"""
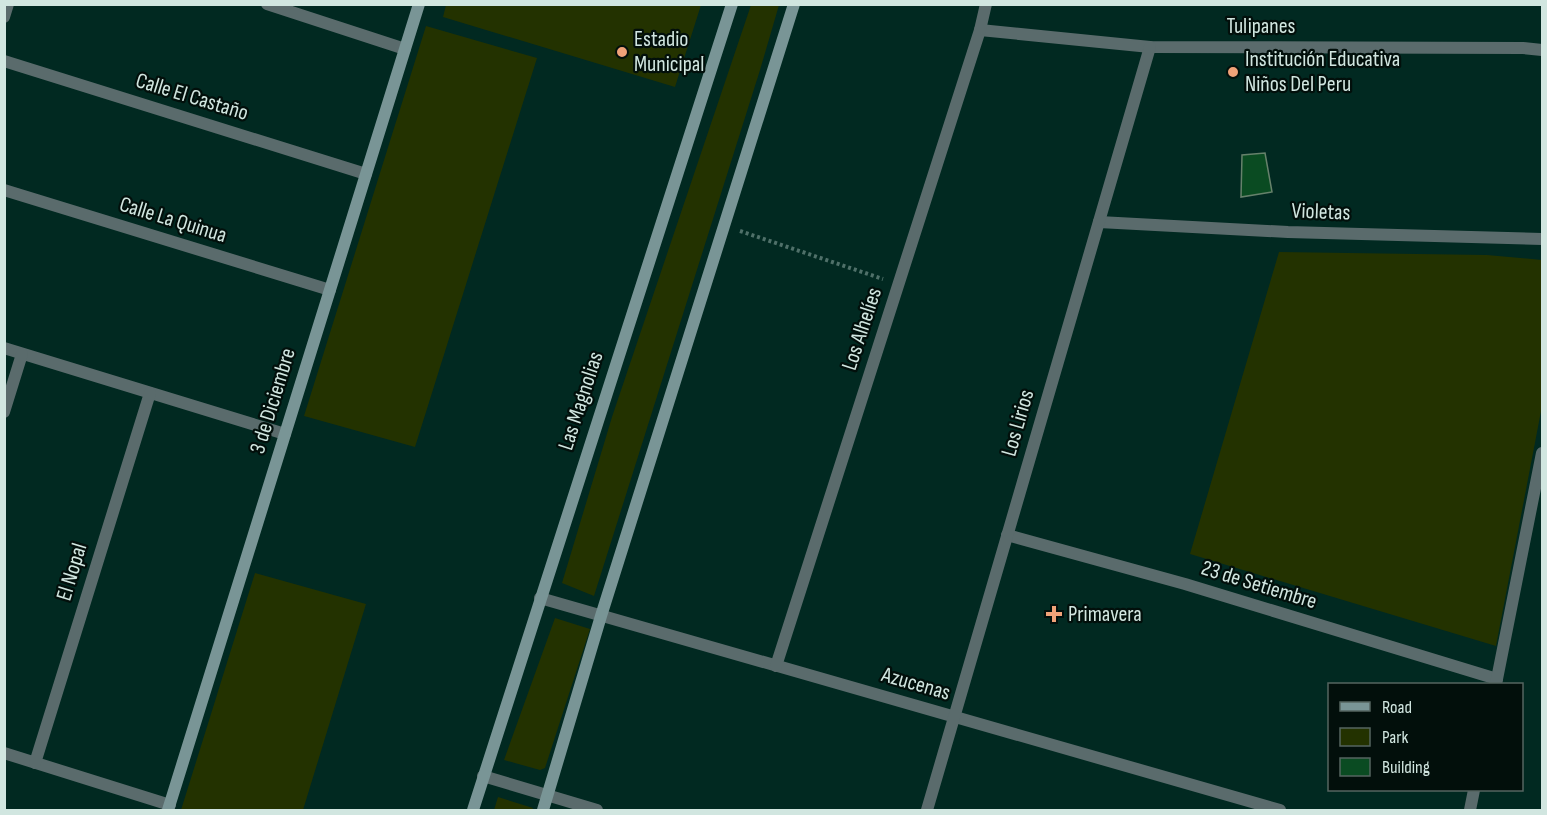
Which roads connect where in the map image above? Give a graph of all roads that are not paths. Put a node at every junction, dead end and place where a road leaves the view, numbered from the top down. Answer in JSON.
{"nodes":[{"id":1,"x":8,"y":4,"type":"edge"},
{"id":2,"x":267,"y":4,"type":"edge"},
{"id":3,"x":419,"y":4,"type":"edge"},
{"id":4,"x":732,"y":4,"type":"edge"},
{"id":5,"x":794,"y":4,"type":"edge"},
{"id":6,"x":986,"y":4,"type":"edge"},
{"id":7,"x":4,"y":17,"type":"edge"},
{"id":8,"x":980,"y":30,"type":"junction"},
{"id":9,"x":1150,"y":47,"type":"junction"},
{"id":10,"x":405,"y":50,"type":"junction"},
{"id":11,"x":1542,"y":50,"type":"edge"},
{"id":12,"x":4,"y":61,"type":"edge"},
{"id":13,"x":366,"y":174,"type":"junction"},
{"id":14,"x":4,"y":190,"type":"edge"},
{"id":15,"x":1099,"y":222,"type":"junction"},
{"id":16,"x":1542,"y":239,"type":"edge"},
{"id":17,"x":330,"y":290,"type":"junction"},
{"id":18,"x":4,"y":348,"type":"edge"},
{"id":19,"x":22,"y":354,"type":"junction"},
{"id":20,"x":150,"y":393,"type":"junction"},
{"id":21,"x":4,"y":412,"type":"edge"},
{"id":22,"x":285,"y":434,"type":"junction"},
{"id":23,"x":1542,"y":453,"type":"edge"},
{"id":24,"x":1007,"y":535,"type":"junction"},
{"id":25,"x":540,"y":598,"type":"junction"},
{"id":26,"x":601,"y":616,"type":"junction"},
{"id":27,"x":776,"y":666,"type":"junction"},
{"id":28,"x":1497,"y":682,"type":"edge"},
{"id":29,"x":954,"y":717,"type":"junction"},
{"id":30,"x":4,"y":753,"type":"edge"},
{"id":31,"x":35,"y":763,"type":"junction"},
{"id":32,"x":483,"y":776,"type":"junction"},
{"id":33,"x":1474,"y":791,"type":"edge"},
{"id":34,"x":547,"y":797,"type":"junction"},
{"id":35,"x":169,"y":808,"type":"edge"},
{"id":36,"x":473,"y":810,"type":"edge"},
{"id":37,"x":543,"y":810,"type":"edge"},
{"id":38,"x":597,"y":810,"type":"edge"},
{"id":39,"x":927,"y":810,"type":"edge"},
{"id":40,"x":1280,"y":810,"type":"edge"},
{"id":41,"x":1470,"y":810,"type":"edge"}],
"edges":[{"from":1,"to":7,"type":"street"},
{"from":2,"to":10,"type":"street"},
{"from":3,"to":10,"type":"street","name":"3 de Diciembre"},
{"from":4,"to":25,"type":"street","name":"Las Magnolias"},
{"from":5,"to":26,"type":"street"},
{"from":6,"to":8,"type":"street","name":"Los Alhelíes"},
{"from":8,"to":9,"type":"street","name":"Tulipanes"},
{"from":8,"to":27,"type":"street","name":"Los Alhelíes"},
{"from":9,"to":11,"type":"street","name":"Tulipanes"},
{"from":9,"to":15,"type":"street","name":"Los Lirios"},
{"from":10,"to":13,"type":"street","name":"3 de Diciembre"},
{"from":12,"to":13,"type":"street","name":"Calle El Castaño"},
{"from":13,"to":17,"type":"street","name":"3 de Diciembre"},
{"from":14,"to":17,"type":"street","name":"Calle La Quinua"},
{"from":15,"to":16,"type":"street","name":"Violetas"},
{"from":15,"to":24,"type":"street","name":"Los Lirios"},
{"from":17,"to":22,"type":"street","name":"3 de Diciembre"},
{"from":18,"to":19,"type":"street"},
{"from":19,"to":20,"type":"street"},
{"from":19,"to":21,"type":"street"},
{"from":20,"to":22,"type":"street"},
{"from":20,"to":31,"type":"street","name":"El Nopal"},
{"from":22,"to":35,"type":"street","name":"3 de Diciembre"},
{"from":23,"to":28,"type":"street"},
{"from":24,"to":28,"type":"street","name":"23 de Setiembre"},
{"from":24,"to":29,"type":"street","name":"Los Lirios"},
{"from":25,"to":26,"type":"street","name":"Azucenas"},
{"from":25,"to":32,"type":"street","name":"Las Magnolias"},
{"from":26,"to":27,"type":"street","name":"Azucenas"},
{"from":26,"to":34,"type":"street"},
{"from":27,"to":29,"type":"street","name":"Azucenas"},
{"from":29,"to":39,"type":"street","name":"Los Lirios"},
{"from":29,"to":40,"type":"street","name":"Azucenas"},
{"from":30,"to":31,"type":"street"},
{"from":31,"to":35,"type":"street"},
{"from":32,"to":34,"type":"street"},
{"from":32,"to":36,"type":"street","name":"Las Magnolias"},
{"from":33,"to":41,"type":"street"},
{"from":34,"to":37,"type":"street"},
{"from":34,"to":38,"type":"street"}]}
"""
> [What is needed]: Output the data above in full. Skip every picture.

> [Task answer]:
Which roads connect where in the map image above? Give a graph of all roads that are not paths. Put a node at every junction, dead end and place where a road leaves the view, numbered from the top down. Answer in JSON.
{"nodes":[{"id":1,"x":8,"y":4,"type":"edge"},
{"id":2,"x":267,"y":4,"type":"edge"},
{"id":3,"x":419,"y":4,"type":"edge"},
{"id":4,"x":732,"y":4,"type":"edge"},
{"id":5,"x":794,"y":4,"type":"edge"},
{"id":6,"x":986,"y":4,"type":"edge"},
{"id":7,"x":4,"y":17,"type":"edge"},
{"id":8,"x":980,"y":30,"type":"junction"},
{"id":9,"x":1150,"y":47,"type":"junction"},
{"id":10,"x":405,"y":50,"type":"junction"},
{"id":11,"x":1542,"y":50,"type":"edge"},
{"id":12,"x":4,"y":61,"type":"edge"},
{"id":13,"x":366,"y":174,"type":"junction"},
{"id":14,"x":4,"y":190,"type":"edge"},
{"id":15,"x":1099,"y":222,"type":"junction"},
{"id":16,"x":1542,"y":239,"type":"edge"},
{"id":17,"x":330,"y":290,"type":"junction"},
{"id":18,"x":4,"y":348,"type":"edge"},
{"id":19,"x":22,"y":354,"type":"junction"},
{"id":20,"x":150,"y":393,"type":"junction"},
{"id":21,"x":4,"y":412,"type":"edge"},
{"id":22,"x":285,"y":434,"type":"junction"},
{"id":23,"x":1542,"y":453,"type":"edge"},
{"id":24,"x":1007,"y":535,"type":"junction"},
{"id":25,"x":540,"y":598,"type":"junction"},
{"id":26,"x":601,"y":616,"type":"junction"},
{"id":27,"x":776,"y":666,"type":"junction"},
{"id":28,"x":1497,"y":682,"type":"edge"},
{"id":29,"x":954,"y":717,"type":"junction"},
{"id":30,"x":4,"y":753,"type":"edge"},
{"id":31,"x":35,"y":763,"type":"junction"},
{"id":32,"x":483,"y":776,"type":"junction"},
{"id":33,"x":1474,"y":791,"type":"edge"},
{"id":34,"x":547,"y":797,"type":"junction"},
{"id":35,"x":169,"y":808,"type":"edge"},
{"id":36,"x":473,"y":810,"type":"edge"},
{"id":37,"x":543,"y":810,"type":"edge"},
{"id":38,"x":597,"y":810,"type":"edge"},
{"id":39,"x":927,"y":810,"type":"edge"},
{"id":40,"x":1280,"y":810,"type":"edge"},
{"id":41,"x":1470,"y":810,"type":"edge"}],
"edges":[{"from":1,"to":7,"type":"street"},
{"from":2,"to":10,"type":"street"},
{"from":3,"to":10,"type":"street","name":"3 de Diciembre"},
{"from":4,"to":25,"type":"street","name":"Las Magnolias"},
{"from":5,"to":26,"type":"street"},
{"from":6,"to":8,"type":"street","name":"Los Alhelíes"},
{"from":8,"to":9,"type":"street","name":"Tulipanes"},
{"from":8,"to":27,"type":"street","name":"Los Alhelíes"},
{"from":9,"to":11,"type":"street","name":"Tulipanes"},
{"from":9,"to":15,"type":"street","name":"Los Lirios"},
{"from":10,"to":13,"type":"street","name":"3 de Diciembre"},
{"from":12,"to":13,"type":"street","name":"Calle El Castaño"},
{"from":13,"to":17,"type":"street","name":"3 de Diciembre"},
{"from":14,"to":17,"type":"street","name":"Calle La Quinua"},
{"from":15,"to":16,"type":"street","name":"Violetas"},
{"from":15,"to":24,"type":"street","name":"Los Lirios"},
{"from":17,"to":22,"type":"street","name":"3 de Diciembre"},
{"from":18,"to":19,"type":"street"},
{"from":19,"to":20,"type":"street"},
{"from":19,"to":21,"type":"street"},
{"from":20,"to":22,"type":"street"},
{"from":20,"to":31,"type":"street","name":"El Nopal"},
{"from":22,"to":35,"type":"street","name":"3 de Diciembre"},
{"from":23,"to":28,"type":"street"},
{"from":24,"to":28,"type":"street","name":"23 de Setiembre"},
{"from":24,"to":29,"type":"street","name":"Los Lirios"},
{"from":25,"to":26,"type":"street","name":"Azucenas"},
{"from":25,"to":32,"type":"street","name":"Las Magnolias"},
{"from":26,"to":27,"type":"street","name":"Azucenas"},
{"from":26,"to":34,"type":"street"},
{"from":27,"to":29,"type":"street","name":"Azucenas"},
{"from":29,"to":39,"type":"street","name":"Los Lirios"},
{"from":29,"to":40,"type":"street","name":"Azucenas"},
{"from":30,"to":31,"type":"street"},
{"from":31,"to":35,"type":"street"},
{"from":32,"to":34,"type":"street"},
{"from":32,"to":36,"type":"street","name":"Las Magnolias"},
{"from":33,"to":41,"type":"street"},
{"from":34,"to":37,"type":"street"},
{"from":34,"to":38,"type":"street"}]}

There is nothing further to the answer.